Waktu sarapan pagi berlalu begitu cepat. Akhirnya ia harus benar-benar pergi. Sebelum berangkat Darren kembali mengajak Caesar bicara.

"Kami harus membawa Liona ke Wilayah perkebunan keluarga. Ada banyak pekerjaan yang harus kami selesaikan. Pernikahan tidak akan langsung dilaksanakan. Mungkin dua minggu sejak saat ini. Biarkan kami yang mengadakan acaranya. Kalian hanya datang dan memberi restu di hari itu. Kami akan mengirimkan undangannya."

Luvia tertawa kecil. Ada nada bahagia yang terselip di sana."Jangan khawatir. Kami pasti akan datang di hari bahagia putri kami. Terima kasih sudah melamar Liona. Jaga putri kami yang berharga ini dengan baik.".

Liona tertawa dalam hati saat mendengar ucapan Luvia. Ternyata wanita paruh baya itu sangat manis jika berbicara. Orang yang baru kenal pasti akan tertipu olehnya.

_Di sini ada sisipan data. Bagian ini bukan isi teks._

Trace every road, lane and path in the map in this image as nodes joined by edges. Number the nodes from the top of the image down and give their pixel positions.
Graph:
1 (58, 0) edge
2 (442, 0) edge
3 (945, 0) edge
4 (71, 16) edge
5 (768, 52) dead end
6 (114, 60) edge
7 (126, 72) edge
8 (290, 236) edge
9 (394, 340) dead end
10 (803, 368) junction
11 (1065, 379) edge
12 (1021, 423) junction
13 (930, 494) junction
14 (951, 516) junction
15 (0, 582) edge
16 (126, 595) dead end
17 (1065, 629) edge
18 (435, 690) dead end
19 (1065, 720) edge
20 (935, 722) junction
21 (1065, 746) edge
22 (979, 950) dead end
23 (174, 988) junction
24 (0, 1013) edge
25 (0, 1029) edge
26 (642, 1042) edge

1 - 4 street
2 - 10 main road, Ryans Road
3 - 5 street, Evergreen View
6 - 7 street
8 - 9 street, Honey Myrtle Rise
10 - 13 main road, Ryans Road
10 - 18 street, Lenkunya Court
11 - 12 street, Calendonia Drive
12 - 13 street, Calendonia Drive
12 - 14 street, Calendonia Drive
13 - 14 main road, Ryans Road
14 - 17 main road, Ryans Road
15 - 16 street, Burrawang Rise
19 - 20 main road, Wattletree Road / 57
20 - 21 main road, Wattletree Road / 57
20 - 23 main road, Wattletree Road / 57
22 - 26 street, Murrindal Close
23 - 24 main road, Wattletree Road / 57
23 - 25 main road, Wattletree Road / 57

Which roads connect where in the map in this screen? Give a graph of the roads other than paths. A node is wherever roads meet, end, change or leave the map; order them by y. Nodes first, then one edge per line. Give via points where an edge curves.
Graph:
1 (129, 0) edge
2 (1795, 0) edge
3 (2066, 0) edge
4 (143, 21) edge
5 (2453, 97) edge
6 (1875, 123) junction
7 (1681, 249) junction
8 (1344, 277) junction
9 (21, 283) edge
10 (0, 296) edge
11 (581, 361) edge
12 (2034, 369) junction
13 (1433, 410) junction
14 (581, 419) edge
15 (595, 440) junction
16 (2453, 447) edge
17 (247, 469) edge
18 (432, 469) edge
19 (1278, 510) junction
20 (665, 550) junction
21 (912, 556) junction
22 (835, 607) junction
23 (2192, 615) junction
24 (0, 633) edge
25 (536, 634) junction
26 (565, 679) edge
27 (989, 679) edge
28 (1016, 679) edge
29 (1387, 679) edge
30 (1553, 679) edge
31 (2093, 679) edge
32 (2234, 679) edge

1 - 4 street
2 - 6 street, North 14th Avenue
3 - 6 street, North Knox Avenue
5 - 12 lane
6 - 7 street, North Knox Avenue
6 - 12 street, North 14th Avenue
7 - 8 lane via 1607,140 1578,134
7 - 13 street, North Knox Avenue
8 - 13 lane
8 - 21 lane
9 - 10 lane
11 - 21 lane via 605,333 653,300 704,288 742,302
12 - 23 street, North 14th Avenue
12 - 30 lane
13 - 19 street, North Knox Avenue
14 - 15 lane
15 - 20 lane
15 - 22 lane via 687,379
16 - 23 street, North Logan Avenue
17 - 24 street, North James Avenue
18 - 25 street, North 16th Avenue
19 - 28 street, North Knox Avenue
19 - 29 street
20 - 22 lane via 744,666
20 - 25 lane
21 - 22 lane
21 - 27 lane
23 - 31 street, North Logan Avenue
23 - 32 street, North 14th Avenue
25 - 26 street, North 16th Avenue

"Liona hati-hati di jalan, ya. Kau harus menurut dan berbakti pada suamimu nanti. Jadilah anak baik yang membanggakan orang tua." Luvia memeluk Liona dengan bahagia. Sementara Anne tampak tersenyum puas di dekat Luvia.

"Jadi, aku harus pergi sekarang?" Liona masih sulit mempercayainya.

"Iya. Keluarga Jayantaka ingin kau ikut dengannya secepat mungkin. Kami akan datang dua minggu lagi di hari pernikahan kalian." Caesar menjawab dengan tegas,"sekarang pergilah."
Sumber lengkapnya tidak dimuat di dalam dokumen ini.